September 26, 2021 — I recently had the opportunity to listen to an interview conducted by Aaron Dworkin with T. Oliver Reid about the Black Theatre Coalition (BTC). The videocast interview is both informative and powerful, and I urge the readers of Arts & Culture Connections to take the time (about 18 minutes) to watch it at this link.
The interview was conducted as part of Aaron’s ongoing venture—Arts Engines—a weekly, online video interview conducted in partnership with Detroit Public Television, Ovation TV, The Violin Channel and American Public Media. Arts Engines seeks to share valuable advice from leaders in all facets of the arts about creative problem-solving, policy, economic issues, crisis management and empowering the future of our field.
The interview with T. Oliver Reid was curated in conjunction with Arizona State University’s Gammage Center for the Arts.
T. Oliver Reid is a co-founder of BTC, along with renowned artistic director and choreographer Warren Adams, and philanthropist and arts advocate Reginald “Reggie” Van Lee. He said BTC began its work in 2019, but the urgency became apparent after the murder of George Floyd.
The purpose of the BTC is to “remove the illusion of inclusion” that is perpetuated by seeing lots of Black and Brown people onstage, T. Oliver Reid said. Noting that there are currently seven plays on Broadway written by Black playwrights with primarily Black actors, he said the reality is that the people who make decisions offstage remain predominantly white.
He also noted that in the history of Broadway less than one-percent of the decision-making positions of producer, general managers, casting, choreographers, marketing or publicists, have been held by Black people.
BTC is seeking to restructure American theater—Broadway, off-Broadway, regional theater, not for profit theater, as well as theater training on college and university campuses. More than momentary changes in response to the racial and social justice movements, T. Oliver Reid said BTC’s mission is to be the driver of systemic change to create generational opportunities for everyone.
To that end, BTC is seeking what T. Oliver Reid called “accomplices” rather than allies—white people committed to changing the landscape of the American theater because they feel that the arts have no choice but to create a pathway or pipeline of opportunities if they are to survive.
BTC currently has a weekly webinar program, in conjunction with Columbia University’s Theatre Management and Producing Program, for Black Management professionals in the theater. Although T. Oliver Reid did not elaborate during the interview, I have additional information I’d like to share with the readers of Arts & Culture Connections about BTC’s Fellowship Program.
The goal of the program is “to build a sustainable, ethical roadmap to increase employment opportunities for Black theatre professionals.” Professors Steven Chaikelson, head of Theatre Management & Producing, and Michael J. Passaro, head of Stage Management, at Columbia’s School of the Arts have been providing a weekly webinar series—Introduction to the Business of Theatre Workshop series—exclusively for potential BTC fellows.

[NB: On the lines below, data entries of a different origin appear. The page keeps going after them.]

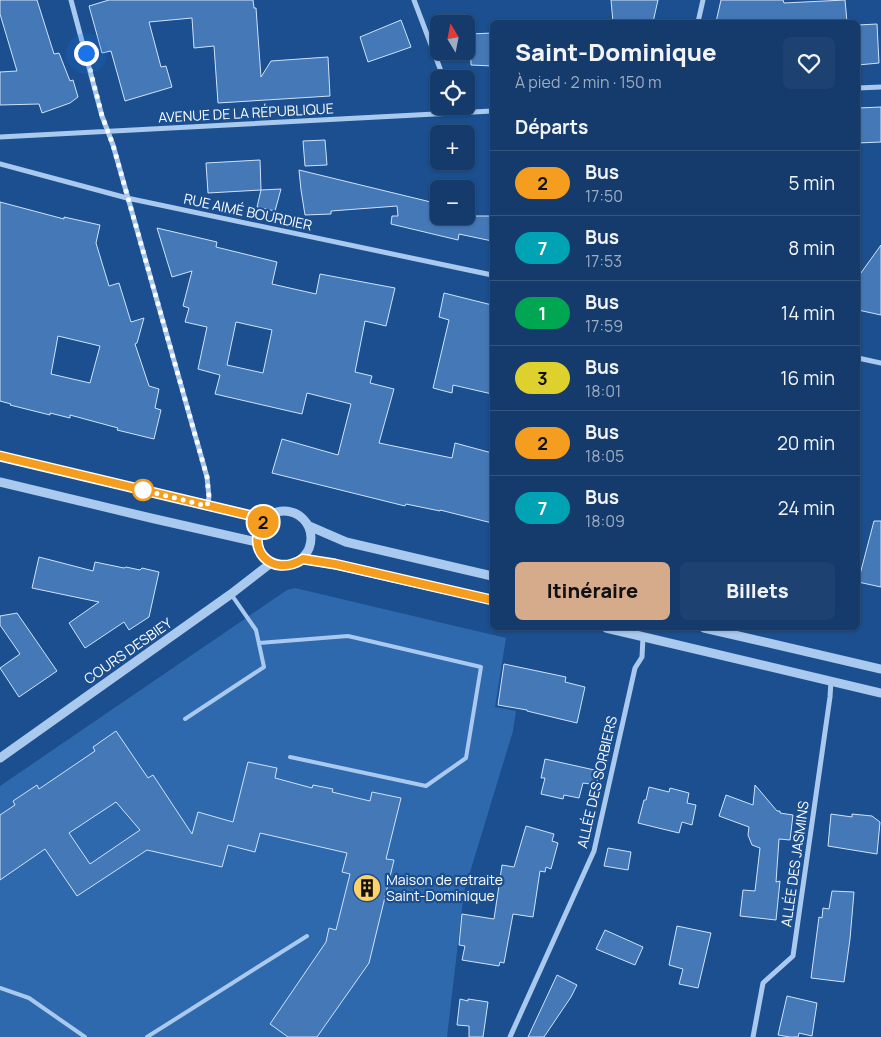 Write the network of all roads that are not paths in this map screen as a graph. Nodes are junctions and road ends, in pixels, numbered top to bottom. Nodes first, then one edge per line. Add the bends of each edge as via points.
1 (71, 0) edge
2 (414, 0) edge
3 (703, 0) edge
4 (698, 20) edge
5 (441, 70) edge
6 (881, 86) edge
7 (860, 88) edge
8 (490, 111) edge
9 (475, 112) edge
10 (430, 114) edge
11 (108, 131) junction
12 (0, 137) edge
13 (0, 164) edge
14 (128, 198) junction
15 (490, 275) edge
16 (860, 358) edge
17 (881, 363) edge
18 (0, 456) edge
19 (0, 482) edge
20 (207, 506) junction
21 (265, 519) junction
22 (309, 526) junction
23 (257, 542) junction
24 (303, 559) junction
25 (271, 563) junction
26 (490, 576) edge
27 (231, 594) junction
28 (490, 600) edge
29 (614, 630) edge
30 (713, 630) edge
31 (643, 637) junction
32 (258, 644) junction
33 (881, 669) edge
34 (831, 680) junction
35 (881, 693) edge
36 (185, 718) dead end
37 (290, 757) dead end
38 (0, 758) edge
39 (307, 936) dead end
40 (0, 988) edge
41 (85, 1037) edge
42 (147, 1037) edge
43 (510, 1037) edge
44 (754, 1037) edge

1 - 11 street
2 - 5 street
3 - 4 street
6 - 7 street
8 - 9 street, AVENUE DE LA RÉPUBLIQUE
10 - 11 street, AVENUE DE LA RÉPUBLIQUE
11 - 12 street, AVENUE DE LA RÉPUBLIQUE
11 - 14 street
13 - 14 street, RUE AIMÉ BOURDIER
14 - 15 street, RUE AIMÉ BOURDIER
14 - 20 street via 207,477
16 - 17 street
18 - 20 street
19 - 23 street
20 - 21 street
21 - 22 street via 280,511 289,511 304,519
21 - 23 street via 257,534
22 - 24 street via 312,543
22 - 26 street via 346,542
23 - 25 street via 259,550
24 - 25 street via 287,566
24 - 28 street
25 - 27 street, COURS DESBIEY
27 - 32 lane via 256,630
27 - 38 street, COURS DESBIEY
29 - 31 street
30 - 33 street
31 - 34 street
31 - 43 street, ALLÉE DES SORBIERS via 642,657 635,668 594,851
32 - 36 lane via 264,667
32 - 37 lane via 348,636 481,667 466,758 426,786
34 - 35 street
34 - 44 street, ALLÉE DES JASMINS via 794,956 763,983
39 - 42 lane
40 - 41 lane via 29,998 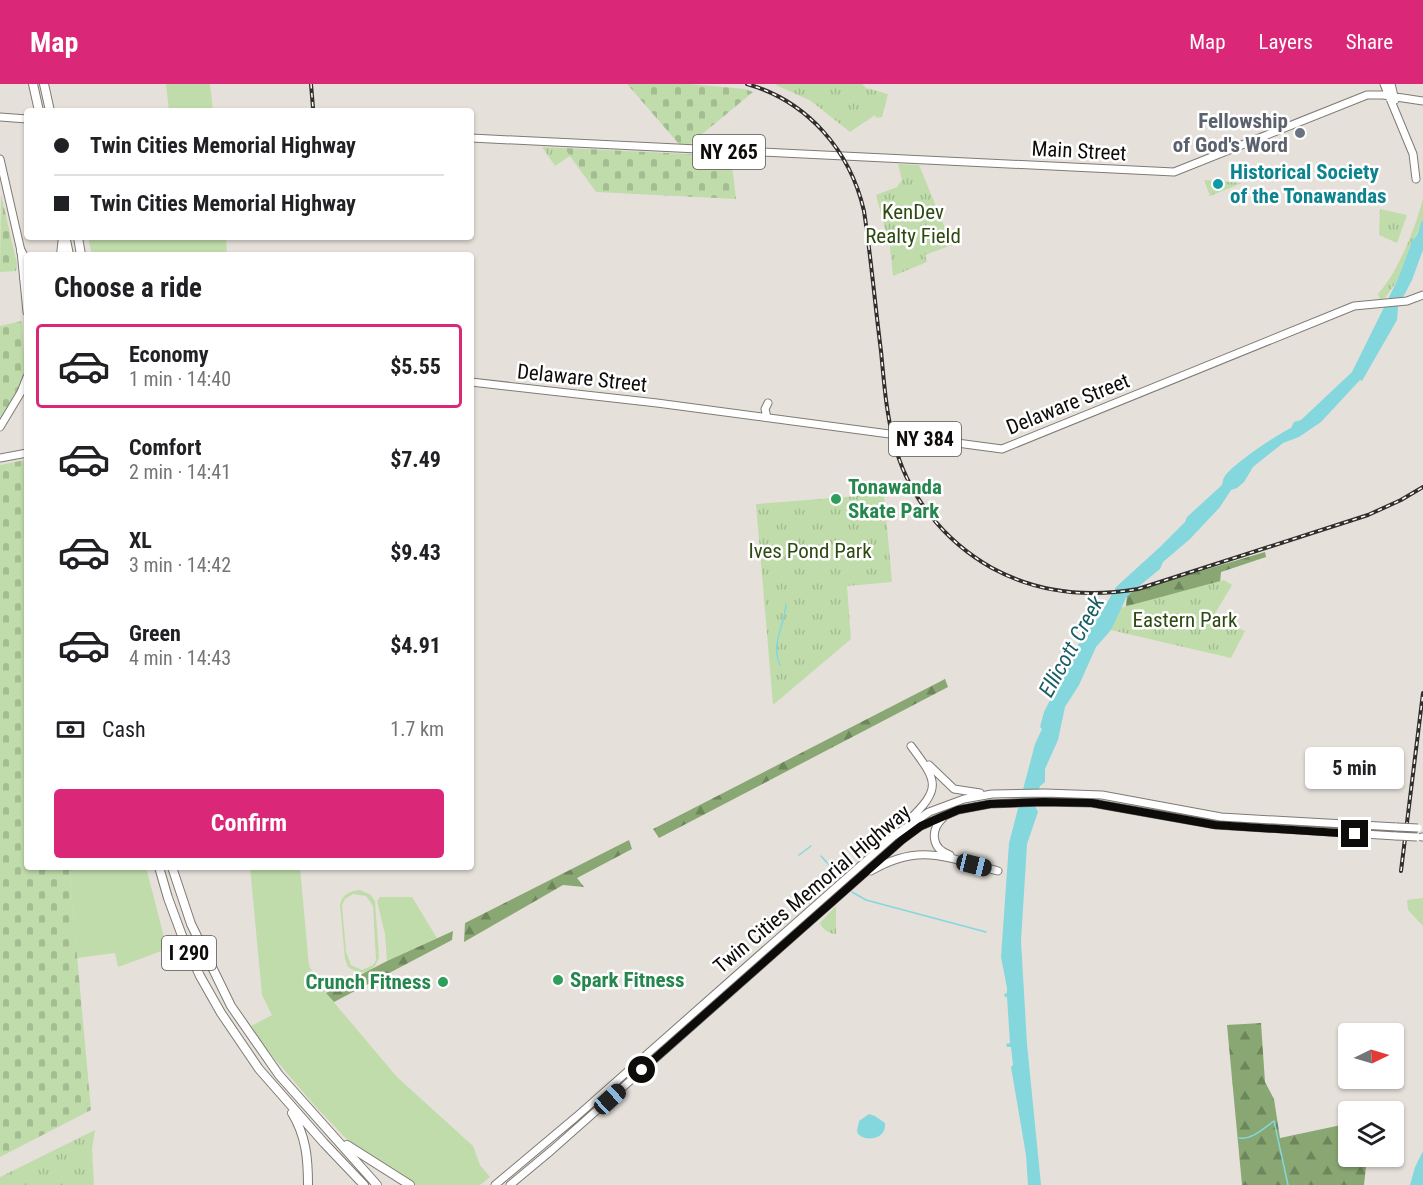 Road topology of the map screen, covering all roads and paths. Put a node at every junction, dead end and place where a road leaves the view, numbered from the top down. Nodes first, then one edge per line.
1 (33, 84) edge
2 (44, 84) edge
3 (1384, 84) edge
4 (1390, 84) edge
5 (1392, 96) junction
6 (1423, 101) edge
7 (39, 108) edge
8 (50, 108) edge
9 (0, 117) edge
10 (24, 119) edge
11 (474, 138) edge
12 (0, 159) edge
13 (1416, 179) dead end
14 (21, 251) junction
15 (24, 257) edge
16 (24, 267) edge
17 (1423, 295) edge
18 (474, 382) edge
19 (24, 384) edge
20 (768, 404) dead end
21 (767, 417) junction
22 (0, 427) edge
23 (24, 454) edge
24 (0, 458) edge
25 (992, 794) junction
26 (949, 814) junction
27 (1420, 827) edge
28 (894, 836) junction
29 (1421, 837) edge
30 (160, 870) edge
31 (173, 870) edge
32 (858, 878) junction
33 (282, 1094) junction
34 (330, 1132) junction
35 (308, 1185) edge
36 (364, 1185) edge
37 (377, 1185) edge
38 (410, 1185) edge
39 (495, 1185) edge
40 (510, 1185) edge

1 - 7 highway
2 - 8 highway
3 - 5 main road
4 - 5 main road
5 - 6 main road, NY 265
5 - 11 main road, Main Street / NY 265
5 - 13 main road
9 - 10 main road
12 - 14 main road
14 - 15 highway
14 - 16 main road
17 - 21 main road, Delaware Street / NY 384
18 - 21 main road, Delaware Street / NY 384
19 - 22 main road
20 - 21 main road
23 - 24 main road
25 - 27 main road, Twin Cities Memorial Highway, bridge
25 - 28 main road, Twin Cities Memorial Highway
25 - 28 main road
26 - 29 main road, Twin Cities Memorial Highway, bridge
26 - 32 main road, Twin Cities Memorial Highway
26 - 32 main road
28 - 39 main road, Twin Cities Memorial Highway
30 - 33 highway, I 290
31 - 34 highway, I 290
32 - 40 main road, Twin Cities Memorial Highway
33 - 35 highway
33 - 36 highway, I 290
34 - 37 highway, I 290
34 - 38 highway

Currently, there are 10 people enrolled in the program, which includes lectures on management, production, legal matters, marketing, and the financial aspects of the theater industry; group discussions regarding major industry issues; as well as panel discussions with industry professionals sharing information about their jobs and how they built their careers.
As an adjunct assistant professor at Columbia, I am among the group of guest lecturers, which includes professors Lisa Poyer and Rachel Sussman, along with industry executives Christina Selby and Anthony McDonald. The workshops were partially supported by the Columbia’s Office of the Provost’s Addressing Racism Faculty Seed Grant Initiative.
The Black Theatre Coalition is accepting applications through July 16, 2022, for its fellowship program that aims to end racial inequality across 20 offstage industry groups. Each fellow will receive a $50-thousand salary over the course of the 12-month program.
Two fellows will be selected for fellowships in each of these categories: writing, composition, directing, choreography, set design, lighting design, costume design, sound design, video design, wig and hair design, stage management, theatre management, musical direction, casting, marketing and advertising, public relations, digital media, and talent representation. Six fellows each will be selected for fellowships in producing and general management, with the latter program lasting 24-months.
The fellowships will immerse the fellows in the industry, allowing them to work alongside current industry professionals. BTC-sponsored networking events will give fellows opportunities to connect with other industry leaders, and pop-up events will give the full cohort of fellows a chance to work together.
The fellowship aims to increase representation of Black theatre professionals by five-fold over the next decade, and they will team up to share resources with other organizations, such as Black Theatre United, the Broadway Advocacy Coalition, and Broadway Serves.
This is an exciting and trailblazing endeavor that has the potential to monumentally shift the diversity of voices working in all facets of American theater. As always, I invite you to share your thoughts in the comments section below.